Retrieve all lines below that have the string "CHAPIN".

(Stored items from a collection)
BEGIN

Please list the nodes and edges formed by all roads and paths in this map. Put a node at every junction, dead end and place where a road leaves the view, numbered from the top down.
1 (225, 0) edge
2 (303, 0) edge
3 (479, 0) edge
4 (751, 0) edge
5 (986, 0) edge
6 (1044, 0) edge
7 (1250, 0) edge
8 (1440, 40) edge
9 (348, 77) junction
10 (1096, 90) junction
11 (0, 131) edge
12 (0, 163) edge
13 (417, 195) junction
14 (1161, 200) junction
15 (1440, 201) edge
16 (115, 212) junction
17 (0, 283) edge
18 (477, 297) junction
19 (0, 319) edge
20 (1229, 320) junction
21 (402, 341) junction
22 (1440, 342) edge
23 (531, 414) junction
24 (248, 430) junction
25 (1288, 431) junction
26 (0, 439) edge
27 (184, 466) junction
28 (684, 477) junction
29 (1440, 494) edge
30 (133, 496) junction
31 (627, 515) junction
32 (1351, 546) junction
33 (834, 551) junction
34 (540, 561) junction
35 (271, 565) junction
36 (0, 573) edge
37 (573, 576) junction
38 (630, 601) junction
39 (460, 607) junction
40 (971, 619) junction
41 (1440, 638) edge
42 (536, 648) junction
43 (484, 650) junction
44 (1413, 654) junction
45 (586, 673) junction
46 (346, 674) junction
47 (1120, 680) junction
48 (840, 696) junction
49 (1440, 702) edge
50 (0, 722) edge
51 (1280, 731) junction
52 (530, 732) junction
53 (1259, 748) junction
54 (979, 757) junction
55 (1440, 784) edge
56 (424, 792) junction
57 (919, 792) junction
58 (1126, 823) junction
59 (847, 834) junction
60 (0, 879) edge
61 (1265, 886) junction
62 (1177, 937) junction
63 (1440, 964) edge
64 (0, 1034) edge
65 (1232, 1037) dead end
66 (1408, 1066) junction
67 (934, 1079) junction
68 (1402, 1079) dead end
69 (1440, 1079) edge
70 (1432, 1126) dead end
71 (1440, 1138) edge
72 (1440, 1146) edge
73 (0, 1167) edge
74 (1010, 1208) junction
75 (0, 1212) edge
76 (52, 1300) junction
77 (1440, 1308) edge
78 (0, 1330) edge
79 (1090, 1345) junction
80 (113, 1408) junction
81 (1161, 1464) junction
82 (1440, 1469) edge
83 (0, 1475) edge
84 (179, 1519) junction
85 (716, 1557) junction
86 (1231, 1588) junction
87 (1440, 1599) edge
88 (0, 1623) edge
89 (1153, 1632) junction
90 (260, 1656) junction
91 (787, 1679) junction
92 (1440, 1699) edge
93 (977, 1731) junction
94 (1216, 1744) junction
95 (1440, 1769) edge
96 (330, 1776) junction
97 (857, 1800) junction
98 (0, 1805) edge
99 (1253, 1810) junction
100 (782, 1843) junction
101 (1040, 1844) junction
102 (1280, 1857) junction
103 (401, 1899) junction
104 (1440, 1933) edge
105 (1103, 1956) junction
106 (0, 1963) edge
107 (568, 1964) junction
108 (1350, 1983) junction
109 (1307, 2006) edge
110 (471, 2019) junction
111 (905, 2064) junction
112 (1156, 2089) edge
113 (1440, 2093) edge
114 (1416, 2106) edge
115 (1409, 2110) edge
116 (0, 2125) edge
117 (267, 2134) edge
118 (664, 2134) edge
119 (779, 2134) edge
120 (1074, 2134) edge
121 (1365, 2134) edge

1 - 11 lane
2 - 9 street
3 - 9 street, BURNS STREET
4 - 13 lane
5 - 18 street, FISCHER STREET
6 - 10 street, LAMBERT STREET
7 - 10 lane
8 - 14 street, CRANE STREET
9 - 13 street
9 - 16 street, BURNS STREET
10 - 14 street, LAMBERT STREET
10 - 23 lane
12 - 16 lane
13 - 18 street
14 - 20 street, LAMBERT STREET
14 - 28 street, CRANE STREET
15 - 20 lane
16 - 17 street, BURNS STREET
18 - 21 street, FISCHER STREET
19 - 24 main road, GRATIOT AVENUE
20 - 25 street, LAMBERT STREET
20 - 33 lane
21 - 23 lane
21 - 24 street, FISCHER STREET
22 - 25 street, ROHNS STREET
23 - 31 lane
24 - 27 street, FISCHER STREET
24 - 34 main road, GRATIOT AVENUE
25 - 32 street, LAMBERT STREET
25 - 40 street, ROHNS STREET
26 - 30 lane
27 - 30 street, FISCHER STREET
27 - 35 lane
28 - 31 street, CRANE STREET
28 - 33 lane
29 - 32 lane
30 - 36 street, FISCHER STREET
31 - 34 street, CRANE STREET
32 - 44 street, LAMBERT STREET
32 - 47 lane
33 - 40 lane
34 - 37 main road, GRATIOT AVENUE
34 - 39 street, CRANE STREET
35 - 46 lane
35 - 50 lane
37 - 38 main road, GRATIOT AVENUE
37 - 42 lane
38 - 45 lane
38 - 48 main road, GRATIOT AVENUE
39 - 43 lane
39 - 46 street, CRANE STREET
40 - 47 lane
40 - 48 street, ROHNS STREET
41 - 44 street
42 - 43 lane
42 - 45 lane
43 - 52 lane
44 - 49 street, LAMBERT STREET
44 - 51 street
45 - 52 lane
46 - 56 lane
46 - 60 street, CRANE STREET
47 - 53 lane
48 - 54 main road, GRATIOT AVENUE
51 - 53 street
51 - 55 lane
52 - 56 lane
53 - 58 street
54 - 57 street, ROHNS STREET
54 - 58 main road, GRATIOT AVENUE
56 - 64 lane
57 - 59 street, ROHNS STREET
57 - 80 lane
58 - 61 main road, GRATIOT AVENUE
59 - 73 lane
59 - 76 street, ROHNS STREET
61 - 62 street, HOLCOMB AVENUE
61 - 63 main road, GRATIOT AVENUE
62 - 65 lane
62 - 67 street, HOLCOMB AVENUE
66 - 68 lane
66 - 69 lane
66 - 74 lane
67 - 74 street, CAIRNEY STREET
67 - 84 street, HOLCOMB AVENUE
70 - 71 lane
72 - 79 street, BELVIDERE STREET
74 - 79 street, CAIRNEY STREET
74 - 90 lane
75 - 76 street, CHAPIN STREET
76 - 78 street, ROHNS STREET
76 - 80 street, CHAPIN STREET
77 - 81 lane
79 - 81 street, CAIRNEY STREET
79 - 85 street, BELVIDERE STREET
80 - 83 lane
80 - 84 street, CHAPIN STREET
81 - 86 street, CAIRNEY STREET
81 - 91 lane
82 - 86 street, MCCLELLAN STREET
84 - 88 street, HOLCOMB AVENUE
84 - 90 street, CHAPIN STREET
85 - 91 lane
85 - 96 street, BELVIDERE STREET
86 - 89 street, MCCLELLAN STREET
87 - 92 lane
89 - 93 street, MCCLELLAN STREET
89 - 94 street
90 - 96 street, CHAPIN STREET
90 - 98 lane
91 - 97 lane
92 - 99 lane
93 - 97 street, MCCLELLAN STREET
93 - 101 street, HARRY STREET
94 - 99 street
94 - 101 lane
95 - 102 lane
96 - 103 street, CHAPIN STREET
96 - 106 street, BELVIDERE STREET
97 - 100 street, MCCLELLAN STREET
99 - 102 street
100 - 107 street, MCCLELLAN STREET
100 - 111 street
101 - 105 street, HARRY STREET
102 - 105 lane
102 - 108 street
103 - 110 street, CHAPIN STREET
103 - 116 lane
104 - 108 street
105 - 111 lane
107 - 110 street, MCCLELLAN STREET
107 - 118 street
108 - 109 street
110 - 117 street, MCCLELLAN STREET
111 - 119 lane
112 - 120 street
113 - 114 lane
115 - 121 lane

END

* _Solved exercise_:
75 - 76 street, CHAPIN STREET
76 - 80 street, CHAPIN STREET
80 - 84 street, CHAPIN STREET
84 - 90 street, CHAPIN STREET
90 - 96 street, CHAPIN STREET
96 - 103 street, CHAPIN STREET
103 - 110 street, CHAPIN STREET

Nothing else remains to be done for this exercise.